▸ **Task brief**
Give the number of lines below that contain the string "Escaya", and no other text.

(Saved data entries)

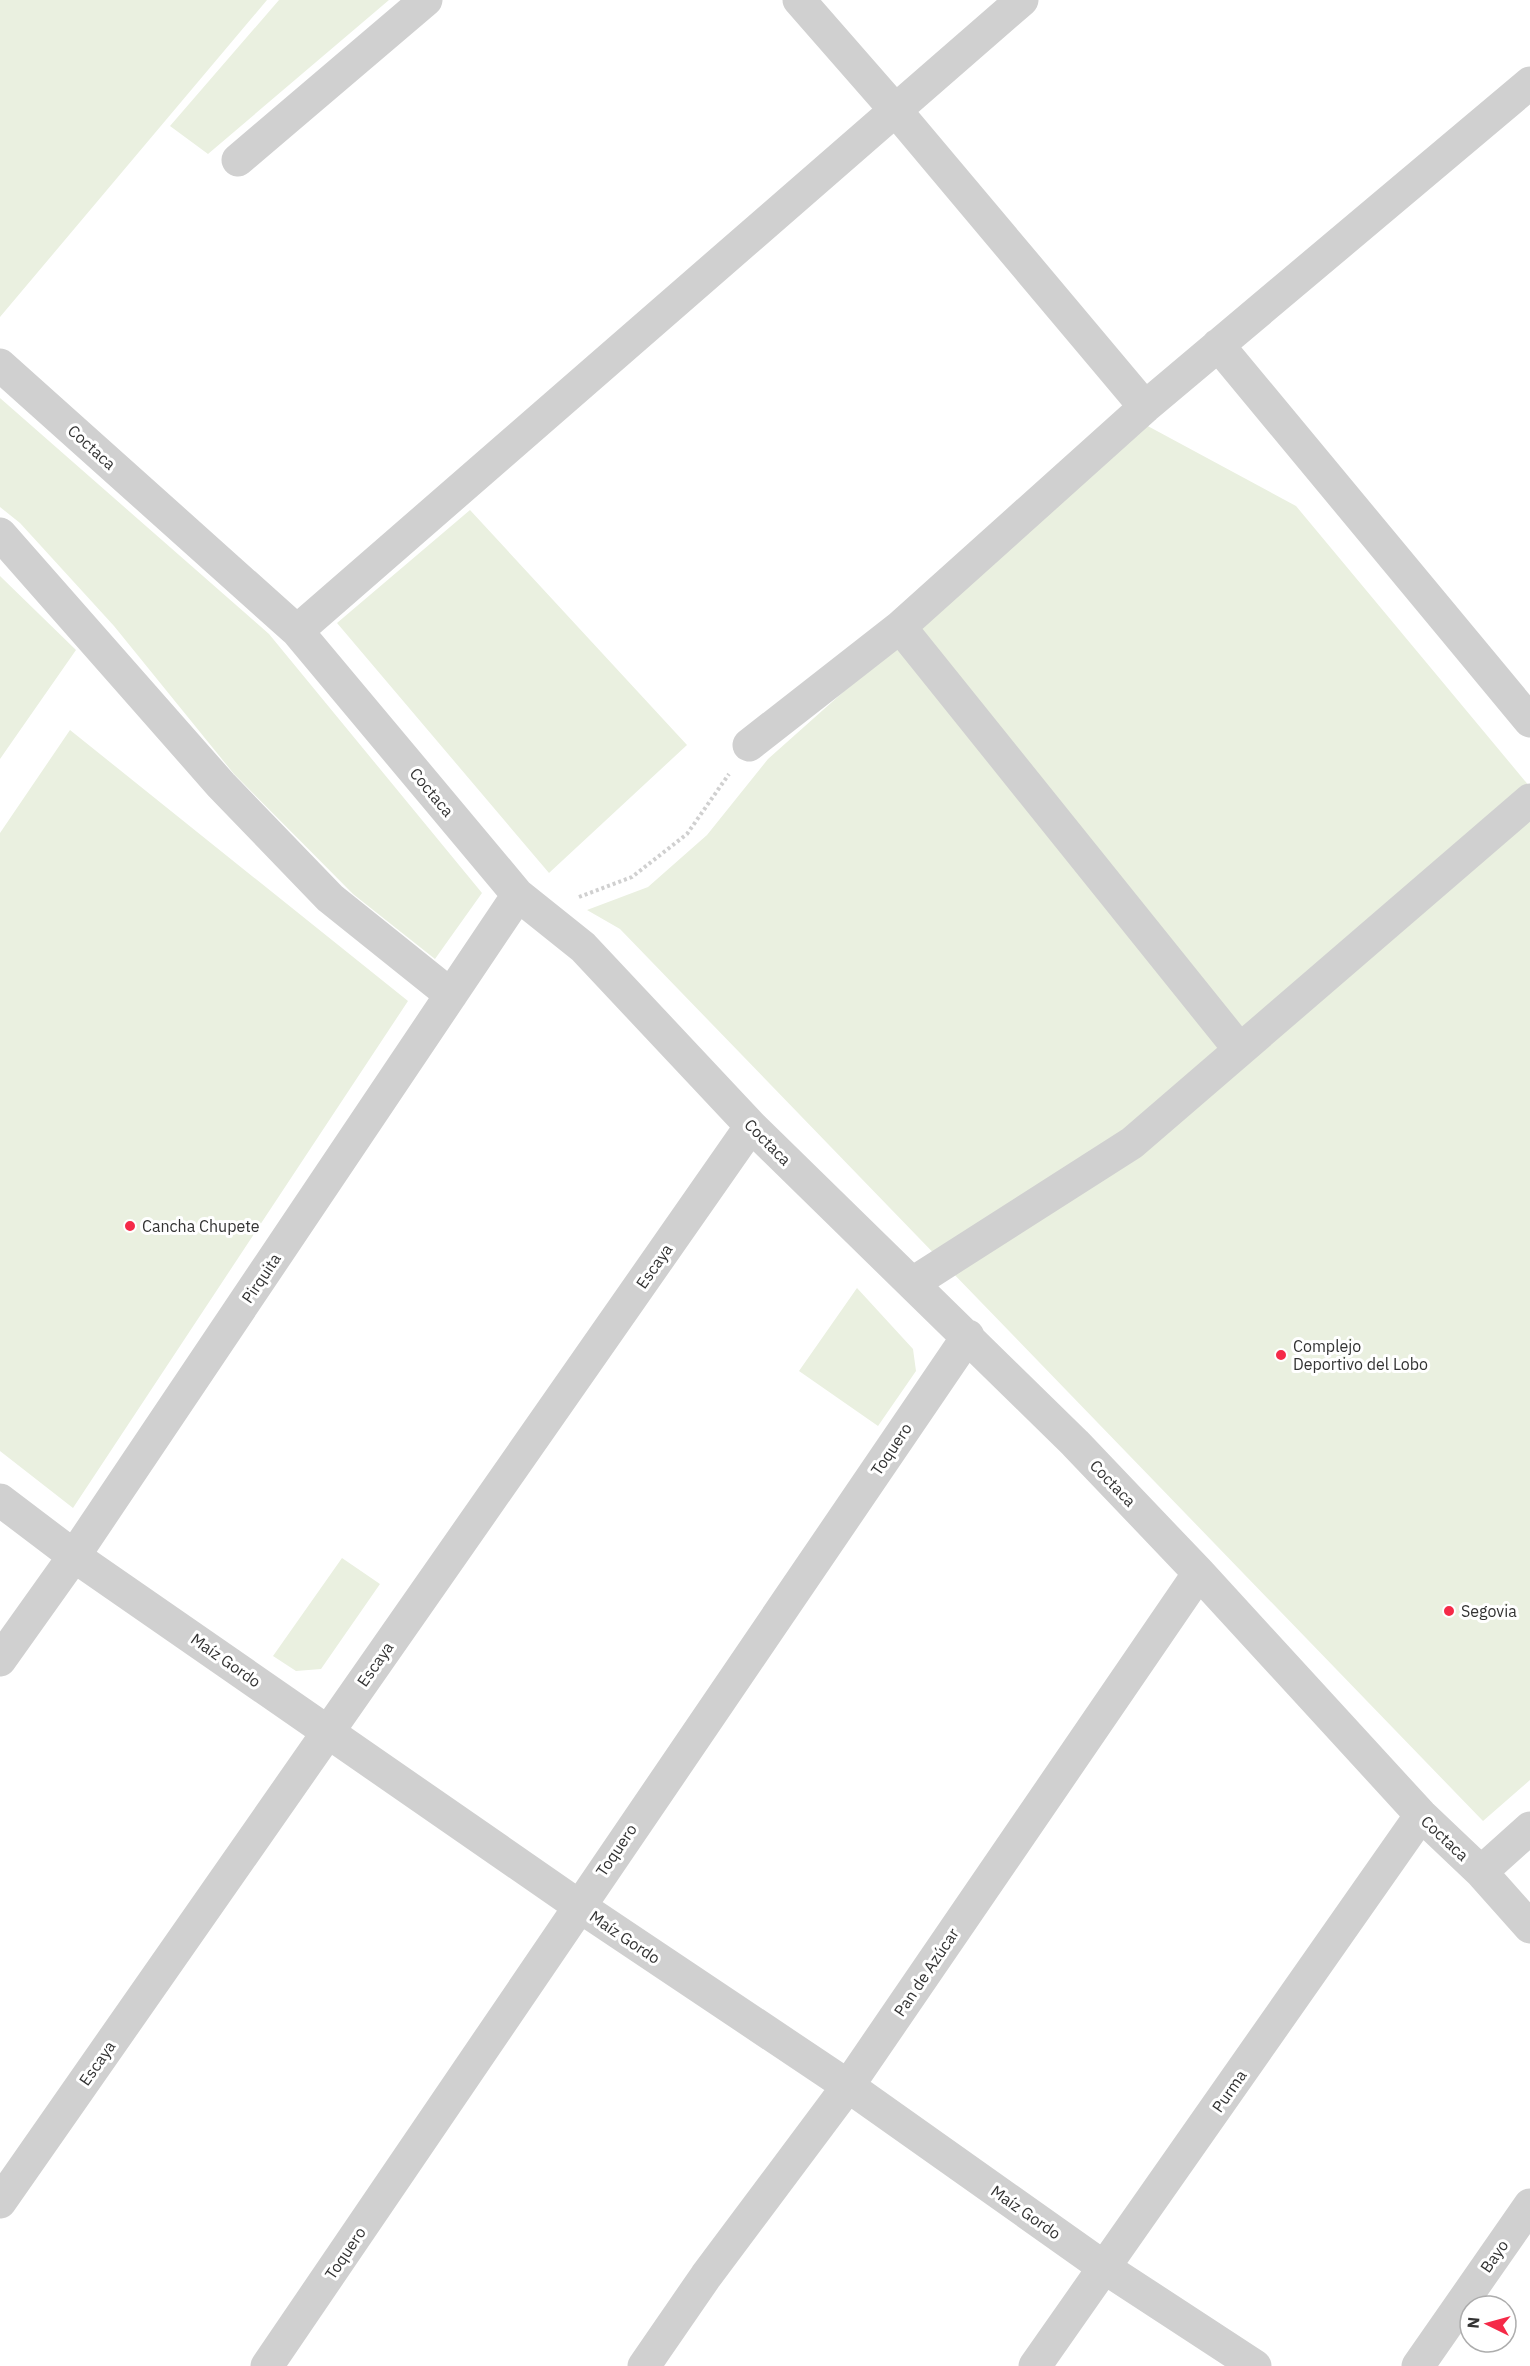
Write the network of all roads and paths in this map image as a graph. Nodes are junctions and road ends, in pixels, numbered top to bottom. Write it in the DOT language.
graph roads {
  1 [pos="426,0"];
  2 [pos="799,0"];
  3 [pos="1022,0"];
  4 [pos="1529,86"];
  5 [pos="897,112"];
  6 [pos="238,160"];
  7 [pos="1218,345"];
  8 [pos="0,365"];
  9 [pos="1145,407"];
  10 [pos="0,534"];
  11 [pos="900,627"];
  12 [pos="297,631"];
  13 [pos="1530,721"];
  14 [pos="749,745"];
  15 [pos="1530,800"];
  16 [pos="529,903"];
  17 [pos="451,995"];
  18 [pos="1240,1050"];
  19 [pos="751,1126"];
  20 [pos="913,1283"];
  21 [pos="968,1336"];
  22 [pos="0,1500"];
  23 [pos="75,1556"];
  24 [pos="1199,1573"];
  25 [pos="0,1660"];
  26 [pos="328,1731"];
  27 [pos="1421,1815"];
  28 [pos="1530,1828"];
  29 [pos="1481,1872"];
  30 [pos="579,1905"];
  31 [pos="1530,1927"];
  32 [pos="848,2086"];
  33 [pos="0,2202"];
  34 [pos="1530,2205"];
  35 [pos="1105,2268"];
  36 [pos="267,2366"];
  37 [pos="644,2366"];
  38 [pos="1035,2366"];
  39 [pos="1255,2366"];
  40 [pos="1418,2366"];
  1 -- 6 [label="street"];
  2 -- 5 [label="street"];
  3 -- 5 [label="street"];
  4 -- 7 [label="street"];
  5 -- 9 [label="street"];
  5 -- 12 [label="street"];
  7 -- 9 [label="street"];
  7 -- 13 [label="street"];
  8 -- 12 [label="street, Coctaca"];
  9 -- 11 [label="street"];
  10 -- 17 [label="street"];
  11 -- 14 [label="street"];
  11 -- 18 [label="street"];
  12 -- 16 [label="street, Coctaca"];
  14 -- 16 [label="path"];
  15 -- 18 [label="street"];
  16 -- 17 [label="street, Pirquita"];
  16 -- 19 [label="street, Coctaca"];
  17 -- 23 [label="street, Pirquita"];
  18 -- 20 [label="street"];
  19 -- 20 [label="street, Coctaca"];
  19 -- 26 [label="street, Escaya"];
  20 -- 21 [label="street, Coctaca"];
  21 -- 24 [label="street, Coctaca"];
  21 -- 30 [label="street, Toquero"];
  22 -- 23 [label="street, Maíz Gordo"];
  23 -- 25 [label="street, Pirquita"];
  23 -- 26 [label="street, Maíz Gordo"];
  24 -- 27 [label="street, Coctaca"];
  24 -- 32 [label="street, Pan de Azúcar"];
  26 -- 30 [label="street, Maíz Gordo"];
  26 -- 33 [label="street, Escaya"];
  27 -- 29 [label="street, Coctaca"];
  27 -- 35 [label="street, Purma"];
  28 -- 29 [label="street"];
  29 -- 31 [label="street, Coctaca"];
  30 -- 32 [label="street, Maíz Gordo"];
  30 -- 36 [label="street, Toquero"];
  32 -- 35 [label="street, Maíz Gordo"];
  32 -- 37 [label="street, Pan de Azúcar"];
  34 -- 40 [label="street, Bayo"];
  35 -- 38 [label="street, Purma"];
  35 -- 39 [label="street, Maíz Gordo"];
}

▸ **Answer below**
2